#### [Task details]
Only lines containing the string "Nodes" belong in the answer; copy all of them from the entries.

#### [Stored data entries]
- - - - - - -

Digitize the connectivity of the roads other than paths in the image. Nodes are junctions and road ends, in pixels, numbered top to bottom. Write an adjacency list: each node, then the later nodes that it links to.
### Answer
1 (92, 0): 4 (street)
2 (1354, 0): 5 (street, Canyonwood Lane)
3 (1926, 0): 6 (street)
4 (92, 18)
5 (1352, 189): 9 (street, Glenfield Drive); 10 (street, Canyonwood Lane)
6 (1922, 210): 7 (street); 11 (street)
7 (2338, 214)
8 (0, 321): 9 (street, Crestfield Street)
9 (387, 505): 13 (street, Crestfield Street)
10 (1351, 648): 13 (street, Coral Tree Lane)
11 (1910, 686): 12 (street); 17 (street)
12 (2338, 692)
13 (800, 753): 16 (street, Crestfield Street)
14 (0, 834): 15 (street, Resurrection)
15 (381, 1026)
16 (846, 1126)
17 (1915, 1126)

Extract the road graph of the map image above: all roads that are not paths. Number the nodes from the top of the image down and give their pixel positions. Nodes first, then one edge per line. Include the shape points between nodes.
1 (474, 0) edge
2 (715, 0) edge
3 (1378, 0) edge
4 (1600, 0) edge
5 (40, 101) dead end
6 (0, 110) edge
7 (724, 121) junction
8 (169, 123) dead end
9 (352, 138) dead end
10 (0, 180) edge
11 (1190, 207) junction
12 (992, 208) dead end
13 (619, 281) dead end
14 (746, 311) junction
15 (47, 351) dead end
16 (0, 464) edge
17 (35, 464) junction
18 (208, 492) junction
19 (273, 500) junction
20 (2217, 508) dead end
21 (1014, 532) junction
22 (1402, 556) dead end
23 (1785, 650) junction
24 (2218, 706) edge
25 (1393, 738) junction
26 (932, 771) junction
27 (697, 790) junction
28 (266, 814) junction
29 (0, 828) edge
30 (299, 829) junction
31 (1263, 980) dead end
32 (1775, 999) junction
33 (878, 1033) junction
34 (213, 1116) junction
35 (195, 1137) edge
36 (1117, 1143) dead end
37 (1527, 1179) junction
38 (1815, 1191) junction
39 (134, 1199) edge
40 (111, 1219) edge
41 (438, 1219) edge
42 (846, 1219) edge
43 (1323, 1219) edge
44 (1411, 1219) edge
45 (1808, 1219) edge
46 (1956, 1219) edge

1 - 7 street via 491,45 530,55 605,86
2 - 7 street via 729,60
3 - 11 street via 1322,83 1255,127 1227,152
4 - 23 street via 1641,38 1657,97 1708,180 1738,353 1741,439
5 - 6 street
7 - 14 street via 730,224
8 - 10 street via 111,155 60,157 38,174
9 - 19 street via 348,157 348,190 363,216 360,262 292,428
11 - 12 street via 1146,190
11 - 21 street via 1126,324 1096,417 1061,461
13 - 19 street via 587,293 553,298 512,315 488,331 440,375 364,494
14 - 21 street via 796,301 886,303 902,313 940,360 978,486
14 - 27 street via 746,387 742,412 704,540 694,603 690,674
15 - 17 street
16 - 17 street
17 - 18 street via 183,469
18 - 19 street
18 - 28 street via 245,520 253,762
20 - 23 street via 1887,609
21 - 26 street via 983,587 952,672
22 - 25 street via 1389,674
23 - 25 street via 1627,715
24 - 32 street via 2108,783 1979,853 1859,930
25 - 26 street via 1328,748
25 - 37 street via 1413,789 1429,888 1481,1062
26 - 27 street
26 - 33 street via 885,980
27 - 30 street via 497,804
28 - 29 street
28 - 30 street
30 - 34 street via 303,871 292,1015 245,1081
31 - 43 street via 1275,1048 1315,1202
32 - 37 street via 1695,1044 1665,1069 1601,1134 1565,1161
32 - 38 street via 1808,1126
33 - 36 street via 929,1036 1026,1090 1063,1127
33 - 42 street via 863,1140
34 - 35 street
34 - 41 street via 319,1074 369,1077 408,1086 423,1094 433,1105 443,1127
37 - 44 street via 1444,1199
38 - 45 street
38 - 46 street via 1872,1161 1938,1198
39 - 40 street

- - - - - - -

#### [Task answer]
Digitize the connectivity of the roads other than paths in the image. Nodes are junctions and road ends, in pixels, numbered top to bottom. Write an adjacency list: each node, then the later nodes that it links to.
Extract the road graph of the map image above: all roads that are not paths. Number the nodes from the top of the image down and give their pixel positions. Nodes first, then one edge per line. Include the shape points between nodes.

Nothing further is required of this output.